Sentiment Analysis for Classifying Sentiment of Movie Reviews

Sentiment Analysis is the use of Natural Language Processing (NLP), Text Mining, and Computational Linguistics to identify, extract, and understand the emotional inclination present in the text. With the widespread propagation of reviews, blogs, ratings, recommendations, and feedback, online opinion has turned into a gold mine for businesses looking to capture the market with their products, identify new opportunities, and manage their reputations and brand name. Sentiment Analysis has been used by almost every sector and is widely appliable to Market Research, Customer Feedback, Brand Monitoring, Voice of employees, and Social Media Monitoring. 

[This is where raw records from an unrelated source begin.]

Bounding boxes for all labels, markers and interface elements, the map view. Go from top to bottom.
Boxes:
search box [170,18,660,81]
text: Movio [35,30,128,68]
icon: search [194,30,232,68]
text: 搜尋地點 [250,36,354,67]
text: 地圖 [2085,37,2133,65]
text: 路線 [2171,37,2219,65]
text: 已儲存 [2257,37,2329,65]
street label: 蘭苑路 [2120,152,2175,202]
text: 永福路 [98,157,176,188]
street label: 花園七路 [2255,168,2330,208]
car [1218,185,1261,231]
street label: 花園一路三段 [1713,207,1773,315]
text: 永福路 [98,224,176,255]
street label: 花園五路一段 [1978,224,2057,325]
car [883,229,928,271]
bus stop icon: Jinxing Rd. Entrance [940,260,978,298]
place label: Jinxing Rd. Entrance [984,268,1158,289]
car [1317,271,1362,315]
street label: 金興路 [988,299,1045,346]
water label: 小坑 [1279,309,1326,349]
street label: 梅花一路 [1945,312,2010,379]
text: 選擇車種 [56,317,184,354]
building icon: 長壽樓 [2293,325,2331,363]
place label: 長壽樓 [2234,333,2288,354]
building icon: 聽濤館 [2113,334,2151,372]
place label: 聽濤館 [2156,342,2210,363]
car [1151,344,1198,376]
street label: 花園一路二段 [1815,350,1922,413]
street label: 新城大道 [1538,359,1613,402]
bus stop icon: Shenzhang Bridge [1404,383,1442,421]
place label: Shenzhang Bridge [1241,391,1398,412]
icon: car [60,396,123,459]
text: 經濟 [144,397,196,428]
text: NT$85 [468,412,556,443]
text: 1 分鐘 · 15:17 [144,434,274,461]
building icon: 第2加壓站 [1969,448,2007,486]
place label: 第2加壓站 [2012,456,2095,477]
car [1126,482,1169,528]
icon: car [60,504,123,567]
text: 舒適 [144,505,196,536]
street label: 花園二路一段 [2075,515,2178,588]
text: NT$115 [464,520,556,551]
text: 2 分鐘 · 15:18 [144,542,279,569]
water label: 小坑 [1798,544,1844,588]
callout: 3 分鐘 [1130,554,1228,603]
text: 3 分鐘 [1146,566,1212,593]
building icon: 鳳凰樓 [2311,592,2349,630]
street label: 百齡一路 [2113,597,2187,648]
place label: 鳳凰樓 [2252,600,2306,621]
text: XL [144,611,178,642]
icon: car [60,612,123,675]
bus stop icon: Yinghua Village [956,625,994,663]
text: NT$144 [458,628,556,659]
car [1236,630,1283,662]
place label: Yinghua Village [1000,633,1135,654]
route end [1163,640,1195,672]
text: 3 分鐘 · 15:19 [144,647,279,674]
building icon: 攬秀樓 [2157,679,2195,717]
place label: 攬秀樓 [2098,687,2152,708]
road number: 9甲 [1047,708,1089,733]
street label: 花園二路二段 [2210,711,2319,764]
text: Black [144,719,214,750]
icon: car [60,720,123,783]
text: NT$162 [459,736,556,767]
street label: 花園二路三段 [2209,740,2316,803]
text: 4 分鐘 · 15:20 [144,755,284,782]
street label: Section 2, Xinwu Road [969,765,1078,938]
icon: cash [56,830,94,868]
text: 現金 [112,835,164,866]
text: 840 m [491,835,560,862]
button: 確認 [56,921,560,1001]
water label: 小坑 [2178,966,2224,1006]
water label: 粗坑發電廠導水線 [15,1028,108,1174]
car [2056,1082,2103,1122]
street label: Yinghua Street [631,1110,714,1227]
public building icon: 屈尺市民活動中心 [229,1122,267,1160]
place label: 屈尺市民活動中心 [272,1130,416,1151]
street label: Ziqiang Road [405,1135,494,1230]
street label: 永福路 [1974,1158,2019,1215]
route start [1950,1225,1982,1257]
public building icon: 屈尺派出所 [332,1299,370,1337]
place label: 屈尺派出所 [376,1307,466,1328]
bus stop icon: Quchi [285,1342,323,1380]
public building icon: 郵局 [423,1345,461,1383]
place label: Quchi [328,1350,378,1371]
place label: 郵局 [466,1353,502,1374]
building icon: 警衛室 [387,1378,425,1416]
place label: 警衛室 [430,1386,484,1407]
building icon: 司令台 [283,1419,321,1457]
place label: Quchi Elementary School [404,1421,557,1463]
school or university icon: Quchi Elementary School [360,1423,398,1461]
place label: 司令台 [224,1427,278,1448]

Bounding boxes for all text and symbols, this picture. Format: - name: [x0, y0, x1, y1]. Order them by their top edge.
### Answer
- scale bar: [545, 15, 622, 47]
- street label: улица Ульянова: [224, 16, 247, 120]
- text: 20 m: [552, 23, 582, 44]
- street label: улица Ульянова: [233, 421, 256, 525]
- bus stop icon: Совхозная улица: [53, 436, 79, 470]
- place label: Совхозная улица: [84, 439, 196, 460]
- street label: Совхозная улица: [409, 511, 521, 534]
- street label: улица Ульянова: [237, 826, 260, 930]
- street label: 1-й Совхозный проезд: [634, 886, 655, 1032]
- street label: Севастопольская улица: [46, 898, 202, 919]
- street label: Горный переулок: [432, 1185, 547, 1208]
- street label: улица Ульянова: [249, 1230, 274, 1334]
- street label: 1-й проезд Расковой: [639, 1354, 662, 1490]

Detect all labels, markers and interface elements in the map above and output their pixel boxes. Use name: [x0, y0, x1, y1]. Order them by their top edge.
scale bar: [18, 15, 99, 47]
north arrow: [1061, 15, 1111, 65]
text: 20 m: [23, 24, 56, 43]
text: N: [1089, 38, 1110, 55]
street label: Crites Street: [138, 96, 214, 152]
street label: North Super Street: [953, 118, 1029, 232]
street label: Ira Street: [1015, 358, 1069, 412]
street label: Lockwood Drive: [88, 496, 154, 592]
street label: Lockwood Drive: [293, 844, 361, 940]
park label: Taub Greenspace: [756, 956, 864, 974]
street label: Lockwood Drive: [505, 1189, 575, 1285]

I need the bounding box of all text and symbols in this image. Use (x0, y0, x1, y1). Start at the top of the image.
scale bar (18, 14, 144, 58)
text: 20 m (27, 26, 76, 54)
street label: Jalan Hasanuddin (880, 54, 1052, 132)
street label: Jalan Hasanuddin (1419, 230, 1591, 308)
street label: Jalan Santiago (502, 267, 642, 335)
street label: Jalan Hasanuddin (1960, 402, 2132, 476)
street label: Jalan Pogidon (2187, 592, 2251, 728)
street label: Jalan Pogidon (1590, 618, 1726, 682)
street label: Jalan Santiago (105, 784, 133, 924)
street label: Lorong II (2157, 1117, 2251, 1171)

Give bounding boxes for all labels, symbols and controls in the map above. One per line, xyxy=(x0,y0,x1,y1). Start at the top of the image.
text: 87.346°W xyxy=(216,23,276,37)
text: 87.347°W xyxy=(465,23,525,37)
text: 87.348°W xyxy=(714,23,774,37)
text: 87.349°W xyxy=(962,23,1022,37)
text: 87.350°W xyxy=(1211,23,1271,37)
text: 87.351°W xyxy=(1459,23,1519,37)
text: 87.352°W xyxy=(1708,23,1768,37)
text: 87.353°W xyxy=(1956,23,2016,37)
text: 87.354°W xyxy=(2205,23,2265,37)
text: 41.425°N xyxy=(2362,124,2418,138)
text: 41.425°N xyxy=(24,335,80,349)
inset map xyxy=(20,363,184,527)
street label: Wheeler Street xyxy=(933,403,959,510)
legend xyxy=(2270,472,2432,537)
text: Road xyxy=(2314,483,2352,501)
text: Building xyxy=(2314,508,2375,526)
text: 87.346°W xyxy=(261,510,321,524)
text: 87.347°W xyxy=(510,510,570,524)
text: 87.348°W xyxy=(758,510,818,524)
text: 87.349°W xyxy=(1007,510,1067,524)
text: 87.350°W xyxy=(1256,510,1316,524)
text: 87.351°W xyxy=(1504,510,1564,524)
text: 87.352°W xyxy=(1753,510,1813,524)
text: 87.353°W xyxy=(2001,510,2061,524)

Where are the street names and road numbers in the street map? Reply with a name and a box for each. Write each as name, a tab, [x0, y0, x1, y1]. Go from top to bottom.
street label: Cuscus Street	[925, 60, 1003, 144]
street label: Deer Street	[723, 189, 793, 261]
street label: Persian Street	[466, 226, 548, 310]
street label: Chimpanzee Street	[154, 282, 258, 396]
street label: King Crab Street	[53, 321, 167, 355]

Key takeaways from this blog

After completing this blog, we will have the knowledge about

  1. How sentiment analysis is being used by different industries?
  2. Data analysis for the IMDB movie review dataset.
  3. Different steps of text processing or data processing, including tokenization, lemmatization, word embedding, and tf-idf.
  4. Building Light GBM model for prediction positive and negative reviews.
  5. Twitter, and IBM use cases and how they use sentiment analysis?
  6. Possible interview questions on this project.

The conventional approach to sentiment classification involves several steps, from structuring the text data to understanding the customer sentiments. Over the years, Deep Learning has transformed Sentiment Analysis to a whole new level. With the introduction of Transformers and Transfer Learning, building a model for sentiment classification is a mere matter of minutes. However, knowing the basics of sentiment classification always comes in handy. 

Let’s build a model for classifying the sentiments using the conventional approach! 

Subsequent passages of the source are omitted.